"Sr." is Robert Downey Jr.'s Stutz sans therapy sessions. Like Jonah Hill in that film, Jr. celebrates the man who shaped him and made him a better person. Not many people are familiar with Robert Downey Sr. and his works, and "Sr." attempts to correct that fault. It also doubles up as a family album, which preserves precious moments in an immortal box. Humans will come and leave the earth, but movies will last forever (or at least until the planet is not blown up). "Sr." is like a time capsule for the Downey family, who will cherish it more intimately. For others, the documentary hopes it would ignite their interest in seeking the films of a man named Robert Downey Sr. Thus, rendering him perennial.
And what films they are! Sr.'s filmography is packed with kooky, experimental stuff, the glimpses of which arouse excitement and provide mirth. There is Chafed Elbows, in which a son marries his mother. In another film, a woman has sex with a monkey on the bed. Needless to say, Sr's mother was not a fan of Chafed Elbows. Not everyone considers movies to be fictional entertainment, and I guess Sr.'s mother was probably one of those people. Still, the man continued making eccentric films and got rave reviews from reputed publications like The New York Times.

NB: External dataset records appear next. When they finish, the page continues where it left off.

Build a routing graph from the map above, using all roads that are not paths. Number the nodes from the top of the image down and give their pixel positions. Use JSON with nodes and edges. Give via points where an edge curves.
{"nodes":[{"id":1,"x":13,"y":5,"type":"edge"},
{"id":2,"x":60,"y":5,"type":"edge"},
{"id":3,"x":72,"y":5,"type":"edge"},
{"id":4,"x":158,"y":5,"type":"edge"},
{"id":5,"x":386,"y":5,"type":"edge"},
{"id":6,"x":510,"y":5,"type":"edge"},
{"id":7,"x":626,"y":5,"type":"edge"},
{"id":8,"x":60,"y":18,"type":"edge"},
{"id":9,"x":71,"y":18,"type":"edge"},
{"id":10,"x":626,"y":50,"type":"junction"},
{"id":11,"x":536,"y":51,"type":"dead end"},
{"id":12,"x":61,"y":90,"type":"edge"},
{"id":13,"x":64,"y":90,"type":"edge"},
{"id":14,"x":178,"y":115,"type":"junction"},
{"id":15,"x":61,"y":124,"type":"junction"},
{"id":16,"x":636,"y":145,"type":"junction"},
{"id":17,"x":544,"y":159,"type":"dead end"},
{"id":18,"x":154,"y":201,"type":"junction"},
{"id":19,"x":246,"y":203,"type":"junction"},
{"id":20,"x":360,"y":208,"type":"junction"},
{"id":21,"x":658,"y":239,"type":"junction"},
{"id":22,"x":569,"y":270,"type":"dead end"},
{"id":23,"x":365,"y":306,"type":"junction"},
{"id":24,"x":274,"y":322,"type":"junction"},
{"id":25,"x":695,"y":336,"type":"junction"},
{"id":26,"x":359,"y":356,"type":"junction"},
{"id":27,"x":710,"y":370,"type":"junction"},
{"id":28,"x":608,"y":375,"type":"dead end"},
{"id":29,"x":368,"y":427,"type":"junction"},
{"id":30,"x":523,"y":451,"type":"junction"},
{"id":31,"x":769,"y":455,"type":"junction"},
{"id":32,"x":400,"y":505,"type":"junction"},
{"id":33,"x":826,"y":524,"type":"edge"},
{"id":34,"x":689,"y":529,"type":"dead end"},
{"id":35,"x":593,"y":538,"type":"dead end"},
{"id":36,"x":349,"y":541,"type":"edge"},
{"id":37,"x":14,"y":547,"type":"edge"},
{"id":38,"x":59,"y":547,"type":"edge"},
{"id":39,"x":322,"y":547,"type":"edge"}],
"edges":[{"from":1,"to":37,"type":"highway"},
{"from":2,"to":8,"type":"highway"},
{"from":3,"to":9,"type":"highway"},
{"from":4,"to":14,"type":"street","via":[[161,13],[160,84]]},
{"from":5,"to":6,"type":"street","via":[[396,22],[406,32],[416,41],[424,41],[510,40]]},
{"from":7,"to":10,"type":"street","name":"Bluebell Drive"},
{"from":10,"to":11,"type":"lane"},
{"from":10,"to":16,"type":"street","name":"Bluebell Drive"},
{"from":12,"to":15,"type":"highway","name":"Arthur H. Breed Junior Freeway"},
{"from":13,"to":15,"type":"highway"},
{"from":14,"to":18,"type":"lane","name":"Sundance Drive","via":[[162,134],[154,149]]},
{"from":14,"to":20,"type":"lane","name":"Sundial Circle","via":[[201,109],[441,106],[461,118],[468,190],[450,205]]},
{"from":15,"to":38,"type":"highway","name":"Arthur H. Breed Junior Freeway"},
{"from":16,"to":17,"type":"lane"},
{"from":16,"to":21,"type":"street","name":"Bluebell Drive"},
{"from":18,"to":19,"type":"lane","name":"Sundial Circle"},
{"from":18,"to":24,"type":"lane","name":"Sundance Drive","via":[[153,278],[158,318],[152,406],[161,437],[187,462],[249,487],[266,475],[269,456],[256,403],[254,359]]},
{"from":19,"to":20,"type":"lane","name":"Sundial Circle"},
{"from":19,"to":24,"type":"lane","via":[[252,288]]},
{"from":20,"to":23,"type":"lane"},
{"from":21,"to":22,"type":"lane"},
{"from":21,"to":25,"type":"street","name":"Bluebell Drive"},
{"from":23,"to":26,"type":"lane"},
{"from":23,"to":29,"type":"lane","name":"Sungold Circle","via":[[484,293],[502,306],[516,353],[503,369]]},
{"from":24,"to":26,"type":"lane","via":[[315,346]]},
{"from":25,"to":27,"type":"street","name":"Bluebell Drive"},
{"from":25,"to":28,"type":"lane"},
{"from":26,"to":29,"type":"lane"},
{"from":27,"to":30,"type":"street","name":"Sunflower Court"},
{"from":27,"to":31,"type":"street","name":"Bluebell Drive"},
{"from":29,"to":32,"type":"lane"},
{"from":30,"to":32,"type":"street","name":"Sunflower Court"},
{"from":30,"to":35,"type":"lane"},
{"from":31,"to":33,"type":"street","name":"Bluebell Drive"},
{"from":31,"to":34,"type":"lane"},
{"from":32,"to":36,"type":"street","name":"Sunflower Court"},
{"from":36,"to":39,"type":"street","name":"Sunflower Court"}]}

It's not just about critical acclaim. There was a large audience for Sr.'s films. One of the fans is none other than the great Paul Thomas Anderson. Jr. jokes that Anderson is that son Sr. never had. You can see where this joke is coming from by looking at the scenes where Sr. praises Anderson. There is ebullience in the voices of the two men (Sr. and Anderson) when they talk about each other.
Sr.'s films are imbued with oddball humor, and some of the earlier works have an "anything goes" style and vibe. The same praise can be extended to "Sr." This documentary feels like an organized rough cut. We see the crew, the camera, and even the editing process. We are somewhere between "into the scenes" and "behind the scenes." It seems like an odd place to be in, but the experience is nevertheless enjoyable and engaging. From watching Sr. moving around and joking to seeing him on a bed asking his son if he has met Jr., it feels as if a lot of time has gone by. Of course, in terms of the documentary, only an hour and 20-something minutes go by. This sense of years going away within such a short span evokes poignancy. Generally, movies end after two or three hours. But if they feel special and personal, they tend to stay with us for a lifetime. The people in the frame become immortal through our memories.